• [Try it]
Wherever the word "فاطمیه" shows up in the data, report the line it sits in.
***** Data to process *****
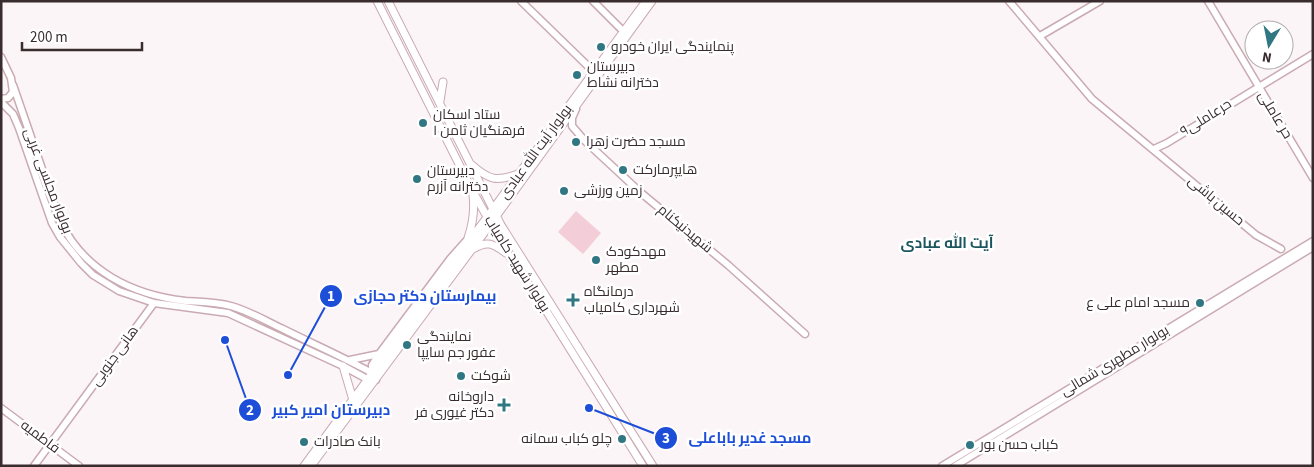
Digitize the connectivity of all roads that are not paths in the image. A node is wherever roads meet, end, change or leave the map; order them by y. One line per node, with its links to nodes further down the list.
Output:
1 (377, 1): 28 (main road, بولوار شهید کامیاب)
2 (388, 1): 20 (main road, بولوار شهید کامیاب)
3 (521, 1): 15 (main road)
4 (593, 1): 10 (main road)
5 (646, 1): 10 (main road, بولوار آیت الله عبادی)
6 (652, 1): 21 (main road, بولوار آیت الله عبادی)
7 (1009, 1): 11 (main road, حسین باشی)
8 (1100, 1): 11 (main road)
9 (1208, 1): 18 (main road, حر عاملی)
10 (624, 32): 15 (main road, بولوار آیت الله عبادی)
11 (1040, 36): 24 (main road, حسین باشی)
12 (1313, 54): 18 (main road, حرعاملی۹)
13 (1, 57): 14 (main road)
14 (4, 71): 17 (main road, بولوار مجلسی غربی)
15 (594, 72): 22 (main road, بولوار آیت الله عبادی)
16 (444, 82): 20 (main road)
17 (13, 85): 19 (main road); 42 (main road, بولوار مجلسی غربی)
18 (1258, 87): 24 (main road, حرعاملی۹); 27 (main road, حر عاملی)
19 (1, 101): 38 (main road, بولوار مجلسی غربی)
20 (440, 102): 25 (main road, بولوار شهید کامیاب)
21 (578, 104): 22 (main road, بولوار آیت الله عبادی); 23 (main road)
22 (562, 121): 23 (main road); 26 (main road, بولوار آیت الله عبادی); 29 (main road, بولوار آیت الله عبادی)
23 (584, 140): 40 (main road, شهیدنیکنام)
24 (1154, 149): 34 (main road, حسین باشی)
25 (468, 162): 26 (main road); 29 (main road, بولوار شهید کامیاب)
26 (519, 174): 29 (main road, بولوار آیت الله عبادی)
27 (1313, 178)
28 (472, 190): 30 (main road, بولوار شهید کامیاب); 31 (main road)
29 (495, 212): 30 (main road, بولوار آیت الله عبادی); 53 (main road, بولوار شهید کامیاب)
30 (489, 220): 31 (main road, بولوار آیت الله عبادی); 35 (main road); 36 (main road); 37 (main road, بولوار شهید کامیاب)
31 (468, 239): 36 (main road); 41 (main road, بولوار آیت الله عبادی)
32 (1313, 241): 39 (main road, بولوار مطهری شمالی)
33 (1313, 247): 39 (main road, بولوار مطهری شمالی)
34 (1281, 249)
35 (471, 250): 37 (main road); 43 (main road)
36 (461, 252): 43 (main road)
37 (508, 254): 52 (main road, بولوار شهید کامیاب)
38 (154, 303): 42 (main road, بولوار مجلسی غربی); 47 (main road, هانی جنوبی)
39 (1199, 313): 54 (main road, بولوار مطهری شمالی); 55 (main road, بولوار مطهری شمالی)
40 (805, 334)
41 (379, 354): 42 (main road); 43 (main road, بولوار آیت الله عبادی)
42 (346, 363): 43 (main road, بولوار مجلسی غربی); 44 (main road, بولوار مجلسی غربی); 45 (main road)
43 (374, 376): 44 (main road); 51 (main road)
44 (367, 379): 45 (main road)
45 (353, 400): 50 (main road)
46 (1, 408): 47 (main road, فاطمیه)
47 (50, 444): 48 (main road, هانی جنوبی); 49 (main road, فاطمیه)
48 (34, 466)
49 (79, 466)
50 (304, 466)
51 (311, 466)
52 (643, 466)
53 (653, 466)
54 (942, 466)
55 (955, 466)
*****
• [Task answer]
46 (1, 408): 47 (main road, فاطمیه)
47 (50, 444): 48 (main road, هانی جنوبی); 49 (main road, فاطمیه)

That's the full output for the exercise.